Within months of joining the U.S. Marine Corps, Colin Archipley was headed to war. “He went right from bootcamp to Iraq,” spending seven months on the front lines, says his wife Karen, referring to the 2003 US-led military invasion. After a half-year return to Camp Pendleton near San Diego, he repeated the cycle twice: a deployment to Fallujah followed by a brief reprieve back in California, and then a final tour in Haditha, just as Iraq’s western province became a hotspot.

Suffering from severe post-traumatic stress, Archipley was ready to retire after his four-year enlistment. “You don’t come back without damage from that,” says Karen. Yet checking out of the armed forces, the couple came to find, was a shockingly abrupt procedure with scant support. At that time, the Department of Defense’s (DoD) Transition Assistance Program, which was developed in 1991 to smooth the shift from active duty to civilian life, extended just four days. “It was harsh,” she says. They were left to navigate a lot on their own, including finding doctors familiar with combat-related conditions while trying to secure appointments at the Veterans Administration—on top of figuring out Archipley’s next career step.
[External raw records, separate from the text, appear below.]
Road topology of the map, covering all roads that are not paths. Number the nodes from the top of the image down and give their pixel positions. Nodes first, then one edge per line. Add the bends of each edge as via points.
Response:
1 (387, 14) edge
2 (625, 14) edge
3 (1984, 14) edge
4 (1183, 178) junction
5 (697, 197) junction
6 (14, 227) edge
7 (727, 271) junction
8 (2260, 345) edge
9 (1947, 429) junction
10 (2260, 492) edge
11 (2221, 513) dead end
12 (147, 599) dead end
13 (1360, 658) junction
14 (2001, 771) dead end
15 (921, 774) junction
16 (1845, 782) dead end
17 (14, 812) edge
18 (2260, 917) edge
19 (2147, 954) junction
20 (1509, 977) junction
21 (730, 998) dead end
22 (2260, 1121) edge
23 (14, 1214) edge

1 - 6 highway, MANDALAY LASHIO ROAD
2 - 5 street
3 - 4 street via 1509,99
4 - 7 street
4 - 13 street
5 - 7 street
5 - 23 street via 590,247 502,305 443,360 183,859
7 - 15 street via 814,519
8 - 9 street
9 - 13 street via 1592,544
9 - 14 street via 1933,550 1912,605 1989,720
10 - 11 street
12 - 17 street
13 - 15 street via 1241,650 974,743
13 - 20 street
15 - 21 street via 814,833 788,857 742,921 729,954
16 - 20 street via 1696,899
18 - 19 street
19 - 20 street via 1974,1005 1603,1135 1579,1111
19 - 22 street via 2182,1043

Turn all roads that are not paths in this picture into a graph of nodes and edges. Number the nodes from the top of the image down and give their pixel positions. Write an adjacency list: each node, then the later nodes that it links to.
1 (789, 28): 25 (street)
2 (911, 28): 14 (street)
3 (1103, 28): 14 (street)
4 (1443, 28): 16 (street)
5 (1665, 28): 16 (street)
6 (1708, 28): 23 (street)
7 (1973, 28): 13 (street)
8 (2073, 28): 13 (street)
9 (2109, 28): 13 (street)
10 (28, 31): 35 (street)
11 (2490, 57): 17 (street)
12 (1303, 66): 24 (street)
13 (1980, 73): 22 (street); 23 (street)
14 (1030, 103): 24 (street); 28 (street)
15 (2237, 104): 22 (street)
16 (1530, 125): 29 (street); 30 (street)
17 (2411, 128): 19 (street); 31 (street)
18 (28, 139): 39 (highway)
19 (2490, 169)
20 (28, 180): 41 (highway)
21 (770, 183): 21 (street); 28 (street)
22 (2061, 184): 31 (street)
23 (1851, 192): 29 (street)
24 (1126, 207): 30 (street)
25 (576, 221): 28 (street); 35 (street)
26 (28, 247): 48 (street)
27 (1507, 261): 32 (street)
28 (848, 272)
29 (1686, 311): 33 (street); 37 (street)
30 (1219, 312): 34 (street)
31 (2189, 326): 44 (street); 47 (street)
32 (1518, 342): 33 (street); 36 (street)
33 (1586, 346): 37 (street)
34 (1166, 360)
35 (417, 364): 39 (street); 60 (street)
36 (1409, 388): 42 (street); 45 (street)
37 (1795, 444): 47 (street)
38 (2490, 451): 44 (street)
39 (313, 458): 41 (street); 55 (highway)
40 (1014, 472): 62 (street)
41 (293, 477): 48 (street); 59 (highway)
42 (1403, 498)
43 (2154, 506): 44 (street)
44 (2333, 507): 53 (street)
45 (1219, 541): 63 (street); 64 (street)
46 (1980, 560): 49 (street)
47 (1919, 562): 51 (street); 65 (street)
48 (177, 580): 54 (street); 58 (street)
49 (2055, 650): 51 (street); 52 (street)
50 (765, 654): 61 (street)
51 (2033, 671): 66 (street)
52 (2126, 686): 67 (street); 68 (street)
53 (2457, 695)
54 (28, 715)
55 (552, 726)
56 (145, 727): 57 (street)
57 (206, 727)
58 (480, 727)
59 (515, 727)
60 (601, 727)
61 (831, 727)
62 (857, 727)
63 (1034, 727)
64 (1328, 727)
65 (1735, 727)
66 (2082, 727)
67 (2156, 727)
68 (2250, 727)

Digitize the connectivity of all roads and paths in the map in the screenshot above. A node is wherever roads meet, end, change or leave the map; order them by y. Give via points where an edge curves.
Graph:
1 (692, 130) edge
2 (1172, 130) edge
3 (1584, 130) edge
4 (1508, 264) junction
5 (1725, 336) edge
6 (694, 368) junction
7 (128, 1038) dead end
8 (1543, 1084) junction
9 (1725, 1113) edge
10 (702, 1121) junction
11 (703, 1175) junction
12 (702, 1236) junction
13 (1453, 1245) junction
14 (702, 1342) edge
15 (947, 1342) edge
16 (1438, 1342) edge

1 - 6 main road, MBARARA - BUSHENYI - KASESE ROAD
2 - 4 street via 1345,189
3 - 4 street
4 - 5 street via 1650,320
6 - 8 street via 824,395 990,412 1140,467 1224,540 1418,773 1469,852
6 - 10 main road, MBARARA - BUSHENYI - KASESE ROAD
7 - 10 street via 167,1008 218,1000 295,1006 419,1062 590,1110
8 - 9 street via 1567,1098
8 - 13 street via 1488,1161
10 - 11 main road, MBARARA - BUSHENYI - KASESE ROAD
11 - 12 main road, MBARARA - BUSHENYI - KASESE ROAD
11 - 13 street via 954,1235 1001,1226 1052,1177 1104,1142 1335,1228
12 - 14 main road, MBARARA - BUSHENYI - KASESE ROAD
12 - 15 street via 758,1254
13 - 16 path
Fortunately, the couple had invested in a 2.5-acre farm in Escondido, near Camp Pendleton, in between tours. “Farming turned out to be really healing,” says Karen, allowing her husband to decompress outdoors through physically demanding but rewarding challenges. After ending his service in 2006, Archipley and his wife established Archi’s Acres, an organic hydroponic farm that supplies basil and other specialty crops to local restaurants and stores.